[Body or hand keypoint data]
*****

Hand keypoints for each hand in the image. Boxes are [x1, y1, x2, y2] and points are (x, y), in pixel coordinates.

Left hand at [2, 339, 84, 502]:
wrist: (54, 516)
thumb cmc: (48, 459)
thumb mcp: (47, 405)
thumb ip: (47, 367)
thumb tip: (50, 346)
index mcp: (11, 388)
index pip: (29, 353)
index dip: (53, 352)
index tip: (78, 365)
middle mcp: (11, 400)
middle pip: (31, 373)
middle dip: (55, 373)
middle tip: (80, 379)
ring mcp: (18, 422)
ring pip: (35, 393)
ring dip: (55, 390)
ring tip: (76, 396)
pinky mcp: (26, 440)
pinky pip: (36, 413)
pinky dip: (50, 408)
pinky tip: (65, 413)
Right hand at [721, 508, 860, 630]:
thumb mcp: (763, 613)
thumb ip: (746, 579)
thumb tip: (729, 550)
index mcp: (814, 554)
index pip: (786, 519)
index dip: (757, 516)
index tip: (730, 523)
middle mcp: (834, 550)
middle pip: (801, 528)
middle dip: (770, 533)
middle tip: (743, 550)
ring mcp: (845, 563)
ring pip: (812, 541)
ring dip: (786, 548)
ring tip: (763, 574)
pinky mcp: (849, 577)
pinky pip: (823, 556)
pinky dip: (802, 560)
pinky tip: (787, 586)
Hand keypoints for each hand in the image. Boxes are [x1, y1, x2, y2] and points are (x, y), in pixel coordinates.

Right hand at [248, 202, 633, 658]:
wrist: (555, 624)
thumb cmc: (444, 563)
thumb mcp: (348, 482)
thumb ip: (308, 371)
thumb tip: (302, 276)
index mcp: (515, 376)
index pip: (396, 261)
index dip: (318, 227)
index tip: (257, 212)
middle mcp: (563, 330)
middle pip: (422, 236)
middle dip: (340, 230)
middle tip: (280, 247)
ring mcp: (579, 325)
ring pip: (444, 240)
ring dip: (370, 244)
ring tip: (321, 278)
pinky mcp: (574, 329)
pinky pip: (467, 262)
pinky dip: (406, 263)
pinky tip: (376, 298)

*****

» Problem to work on
Reproduce all the data word for word.

» Exercise output
Hand keypoints for each hand in the image. Boxes are [x1, y1, x2, y2] and points are (x, y), in pixel coordinates.

Left hand at [2, 339, 84, 502]:
wrist: (54, 516)
thumb cmc: (48, 459)
thumb mcp: (47, 405)
thumb ip: (47, 367)
thumb tip: (50, 346)
index mcp: (11, 388)
index pip: (29, 353)
index dip: (53, 352)
index tip: (78, 365)
middle mcp: (11, 400)
middle pip: (31, 373)
middle dip: (55, 373)
middle tip: (80, 379)
ring mcp: (18, 422)
ring pip: (35, 393)
ring dip: (55, 390)
ring tip: (76, 396)
pinky mcp: (26, 440)
pinky pip: (36, 413)
pinky dip: (50, 408)
pinky tip: (65, 413)
Right hand at [721, 508, 860, 630]:
thumb mcp: (763, 613)
thumb ip: (746, 579)
thumb tip: (729, 550)
index mcp: (814, 554)
index pip: (786, 519)
index dip: (757, 516)
index tip: (730, 523)
middle mcp: (834, 550)
middle pip: (801, 528)
middle dip: (770, 533)
middle tip: (743, 550)
ring mcp: (845, 563)
ring pip: (812, 541)
ring dip: (786, 548)
ring tip: (763, 574)
pinky mcp: (849, 577)
pinky pip: (823, 556)
pinky dip: (802, 560)
pinky tip: (787, 586)
Hand keypoints for each hand in the image. Boxes are [x1, y1, x2, y2] and points are (x, y), in pixel coordinates.

Right hand at [248, 202, 633, 658]:
wrist: (555, 624)
thumb cmc: (444, 563)
thumb mcp: (348, 482)
thumb ip: (308, 371)
thumb tip: (302, 276)
index mcp: (515, 376)
index pip: (396, 261)
index dip: (318, 227)
index tip: (257, 212)
middle mcp: (563, 330)
middle pip: (422, 236)
middle dip: (340, 230)
middle tip: (280, 247)
ring mcp: (579, 325)
ring pip: (444, 240)
ring dip: (370, 244)
ring tip: (321, 278)
pinky mcp: (574, 329)
pinky pip: (467, 262)
pinky dip: (406, 263)
pinky tip: (376, 298)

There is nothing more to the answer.